On the other hand, regions that may see a decline include the southwestern states through California, as farmers are likely to experience negative effects from the drought, limiting the agricultural produce that normally comes from that region. As a result, we may see an increase in our produce and citrus prices across the U.S.

POV: Anything else on the horizon for the agriculture industry in 2015?

GRAEFF: The United States Environmental Protection Agency (EPA) continues to push forward directives that may lead farmers to reconsider the operations of their daily business. For example, the EPA is encouraging farmers to develop plans to control water runoff in areas such as the Chesapeake Bay, Ohio River Valley and other watersheds. There is also continued attention on water and air quality as well as soil erosion that farmers will have to pay attention to.
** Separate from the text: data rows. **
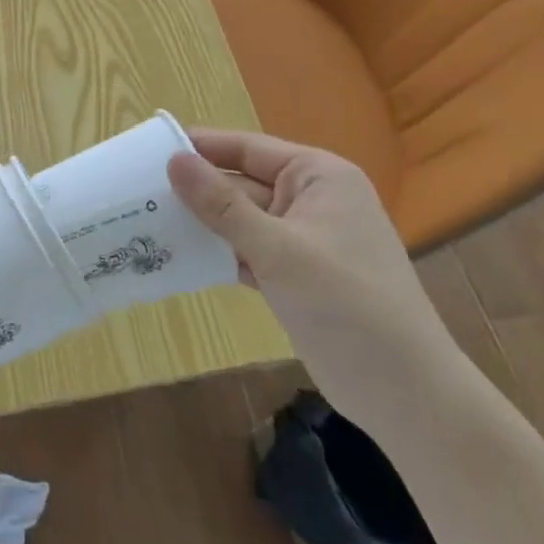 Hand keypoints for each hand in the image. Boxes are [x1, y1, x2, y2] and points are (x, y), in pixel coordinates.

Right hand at [168, 131, 459, 432]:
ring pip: (240, 219)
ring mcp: (303, 239)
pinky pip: (247, 250)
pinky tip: (177, 256)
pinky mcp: (295, 274)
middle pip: (241, 183)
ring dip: (202, 223)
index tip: (148, 148)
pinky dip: (218, 253)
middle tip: (136, 191)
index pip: (247, 148)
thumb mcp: (278, 250)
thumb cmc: (348, 306)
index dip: (200, 147)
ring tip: (145, 220)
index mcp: (318, 176)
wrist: (407, 397)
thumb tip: (173, 160)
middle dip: (195, 189)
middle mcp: (311, 199)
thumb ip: (222, 205) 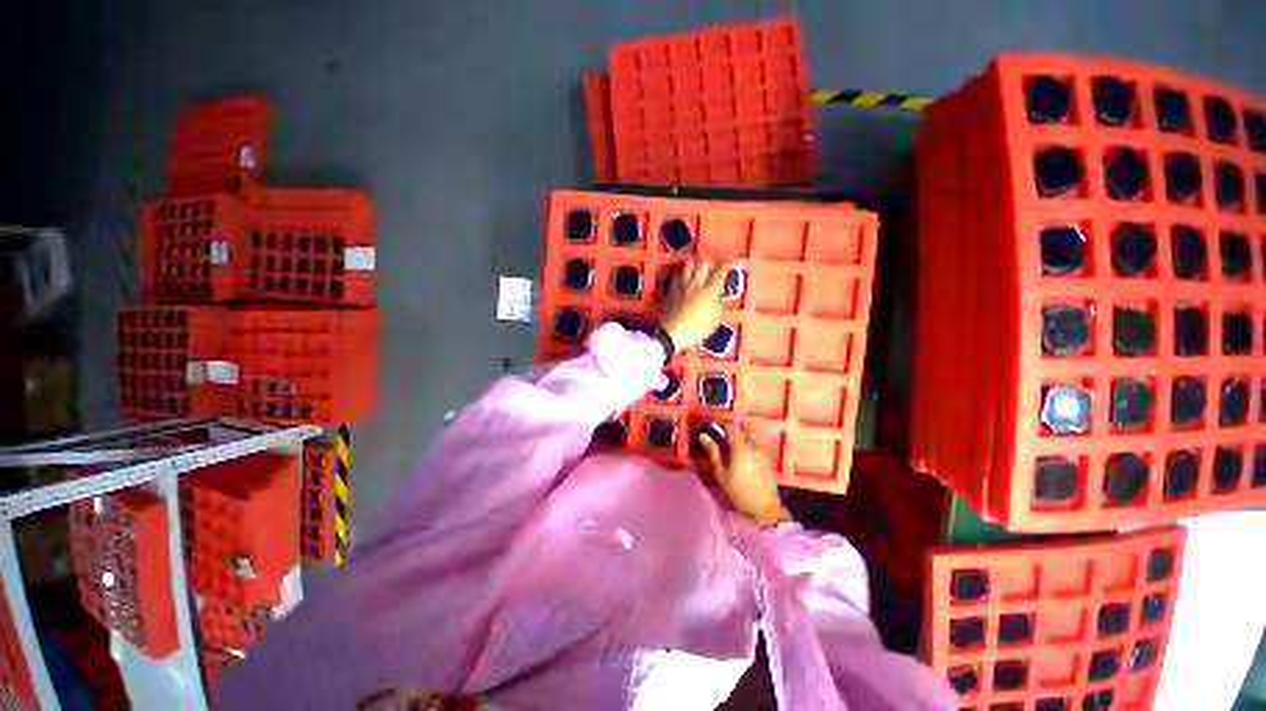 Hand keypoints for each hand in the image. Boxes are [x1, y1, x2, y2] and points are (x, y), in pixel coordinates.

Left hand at [660, 261, 729, 351]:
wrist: (672, 332)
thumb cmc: (696, 329)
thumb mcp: (715, 320)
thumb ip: (719, 305)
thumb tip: (718, 297)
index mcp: (710, 291)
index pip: (720, 272)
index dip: (725, 266)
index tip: (728, 264)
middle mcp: (696, 284)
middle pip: (703, 263)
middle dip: (709, 263)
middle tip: (712, 267)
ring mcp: (682, 285)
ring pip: (688, 265)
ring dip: (694, 264)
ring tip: (697, 267)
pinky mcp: (671, 290)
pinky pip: (677, 275)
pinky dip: (682, 273)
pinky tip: (683, 276)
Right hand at [698, 421, 790, 527]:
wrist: (764, 507)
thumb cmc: (739, 491)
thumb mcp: (721, 473)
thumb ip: (713, 452)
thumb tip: (703, 436)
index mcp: (740, 447)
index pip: (730, 426)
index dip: (721, 425)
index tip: (713, 429)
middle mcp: (752, 445)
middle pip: (740, 430)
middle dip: (730, 433)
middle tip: (721, 442)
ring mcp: (761, 451)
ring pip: (748, 437)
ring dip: (739, 440)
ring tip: (731, 450)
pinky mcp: (766, 458)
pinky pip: (755, 445)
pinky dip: (747, 446)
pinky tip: (742, 458) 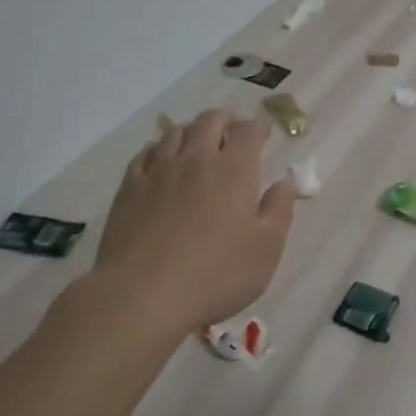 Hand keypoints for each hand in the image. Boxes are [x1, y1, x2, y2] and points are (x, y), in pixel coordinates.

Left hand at [91, 109, 297, 331]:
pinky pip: (146, 153)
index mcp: (234, 170)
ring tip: (199, 142)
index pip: (248, 130)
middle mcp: (196, 159)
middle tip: (233, 130)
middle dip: (226, 120)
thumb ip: (279, 210)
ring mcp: (159, 171)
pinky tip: (161, 160)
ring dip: (193, 130)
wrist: (141, 295)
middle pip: (210, 121)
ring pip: (176, 132)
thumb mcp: (266, 250)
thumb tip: (286, 183)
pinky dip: (160, 148)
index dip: (258, 126)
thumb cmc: (215, 275)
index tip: (263, 133)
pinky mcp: (129, 188) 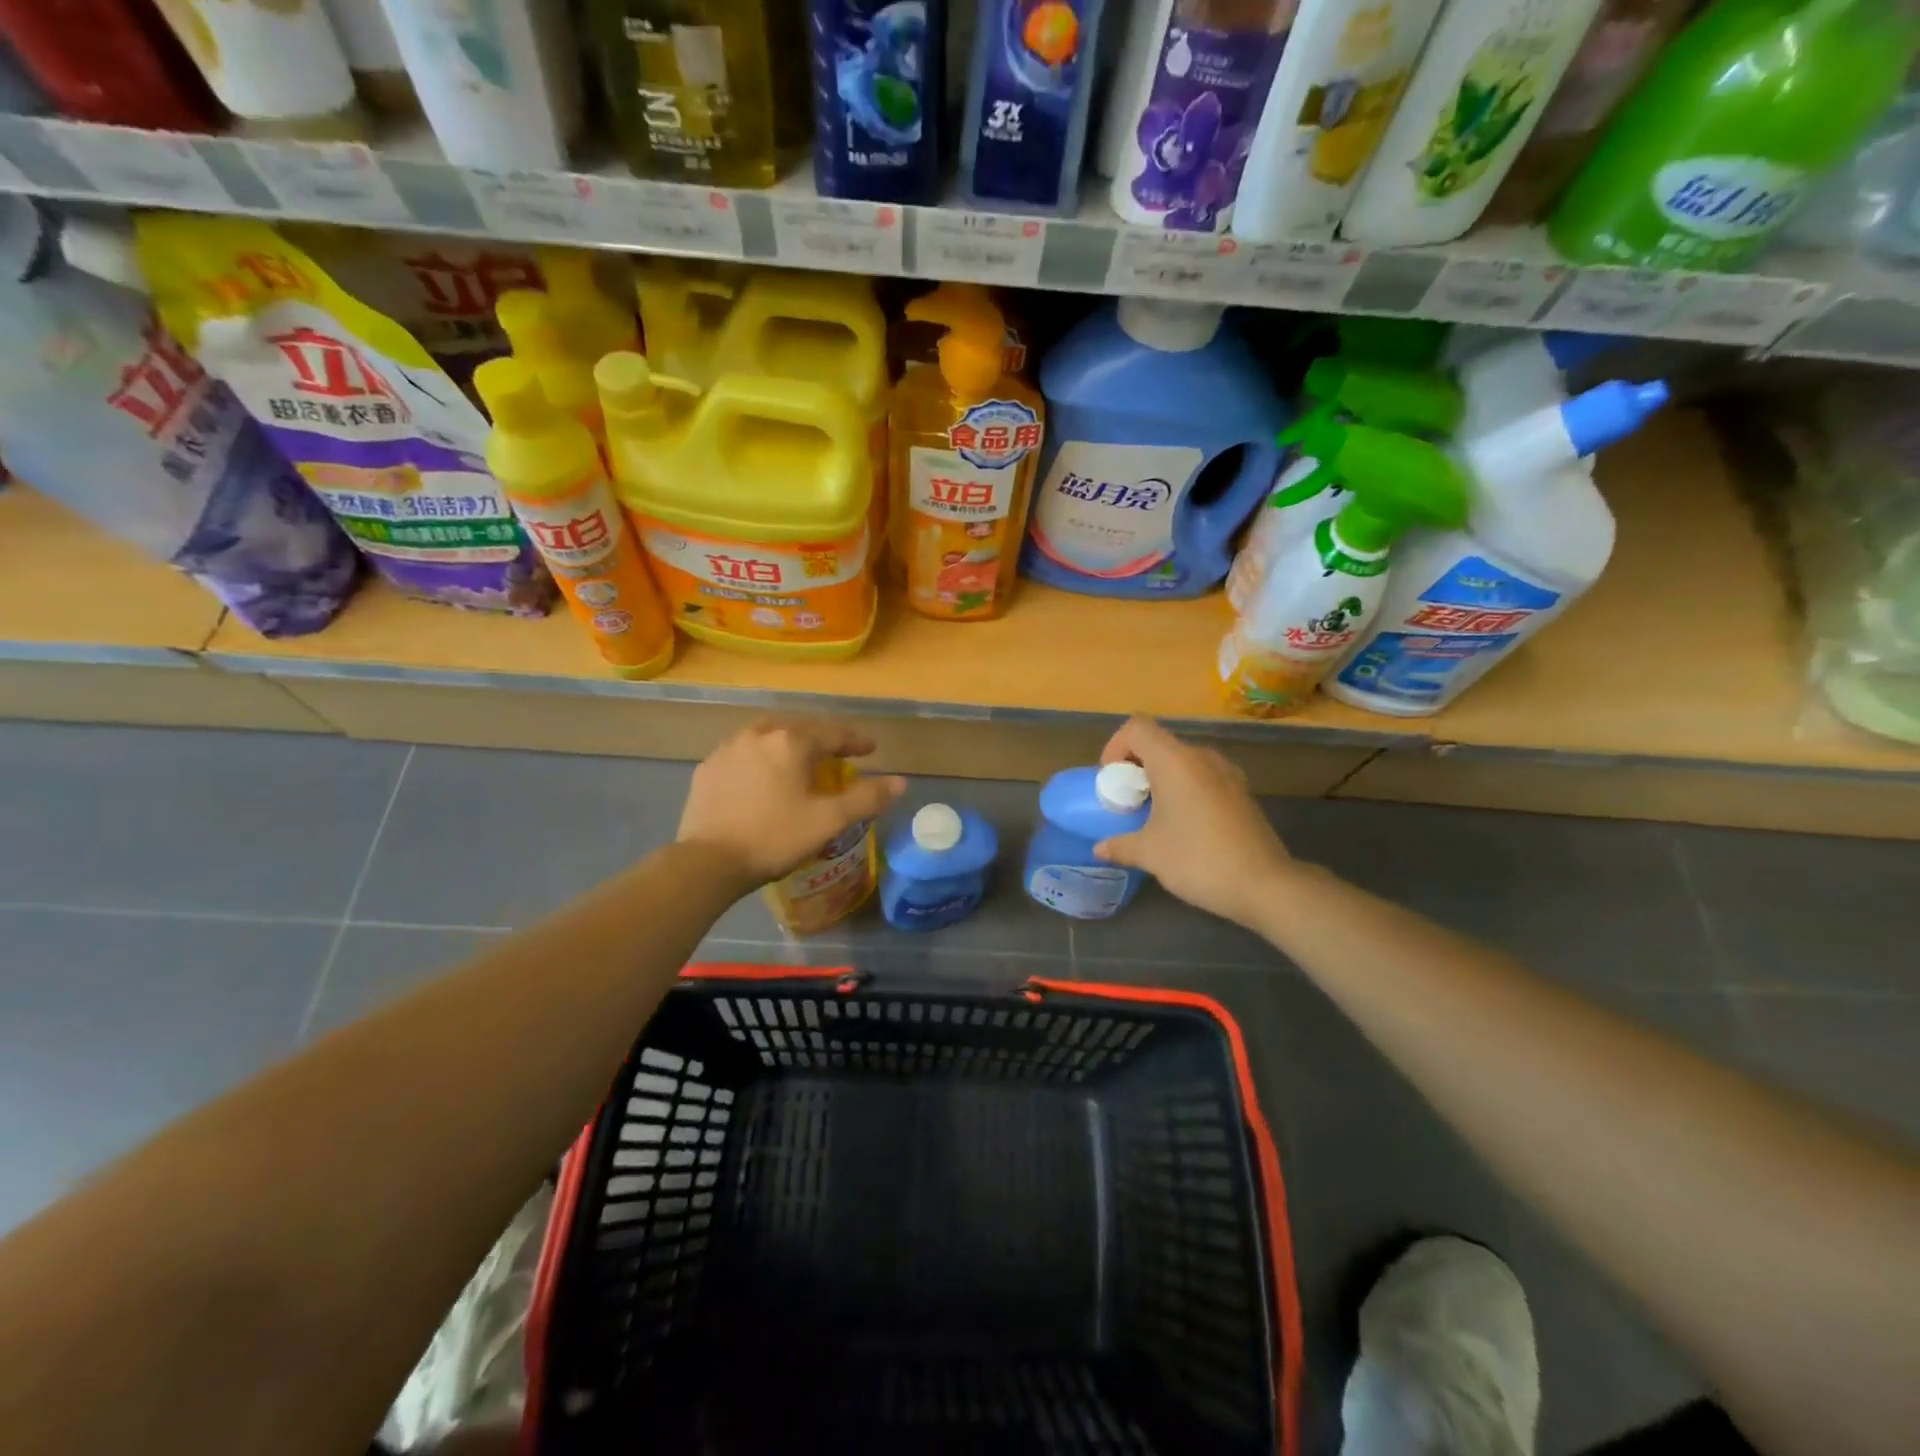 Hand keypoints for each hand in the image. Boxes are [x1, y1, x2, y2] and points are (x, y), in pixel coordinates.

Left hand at [677, 719, 905, 892]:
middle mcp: (759, 734)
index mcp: (791, 742)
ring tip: (798, 761)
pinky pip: (743, 753)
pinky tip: (761, 777)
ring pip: (767, 736)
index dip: (855, 741)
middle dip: (821, 739)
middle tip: (836, 755)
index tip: (870, 750)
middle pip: (799, 728)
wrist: (707, 862)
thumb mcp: (828, 821)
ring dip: (788, 744)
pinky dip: (760, 758)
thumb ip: (867, 798)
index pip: (832, 733)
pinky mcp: (708, 768)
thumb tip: (900, 782)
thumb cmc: (774, 837)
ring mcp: (728, 749)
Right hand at [1093, 717, 1295, 928]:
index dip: (1116, 746)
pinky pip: (1203, 777)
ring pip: (1183, 761)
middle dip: (1136, 767)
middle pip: (1159, 743)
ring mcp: (1227, 773)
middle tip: (1128, 801)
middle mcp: (1202, 757)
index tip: (1112, 781)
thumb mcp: (1150, 854)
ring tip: (1153, 815)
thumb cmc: (1198, 859)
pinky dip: (1185, 790)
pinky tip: (1184, 825)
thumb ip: (1120, 845)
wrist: (1264, 885)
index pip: (1137, 727)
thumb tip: (1100, 848)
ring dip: (1161, 779)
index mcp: (1175, 761)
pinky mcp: (1242, 792)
These enhanced management practices can add costs for technology and labor.

However, there are some expenses offset due to limited application and things like cost of plant nutrients and pest control. Farmers are now looking at high-tech investments to continually adapt to the changing expectations of the industry and to preserve the resources that are vital to success. In some cases, investing in these high-tech and extremely efficient capital assets to be used long-term, such as precision fertilizing, may even translate to cost savings for operations due to the extreme level of efficiency they provide. This is the new world we live in.

Warren Graeff, who oversees PNC’s agricultural banking unit, grew up on and maintains ownership interest in his family’s farming business

Mekael Teshome, an economist for PNC’s regional markets, is helping to establish a non-profit university focused on agriculture and the environment in his birthplace, Ethiopia

Life on the Farm:

  • 2.2 million farms dot America’s rural landscape. About 97 percent of U.S. farms represent family operations.
  • 15 percent of the total U.S. workforce is employed by the agriculture industry.
  • Today’s farmers produce 262 percent more food with 2 percent fewer inputs compared with 1950.
  • Farmers’ stewardship has spurred a nearly 50 percent decline in erosion of cropland by wind and water since 1982.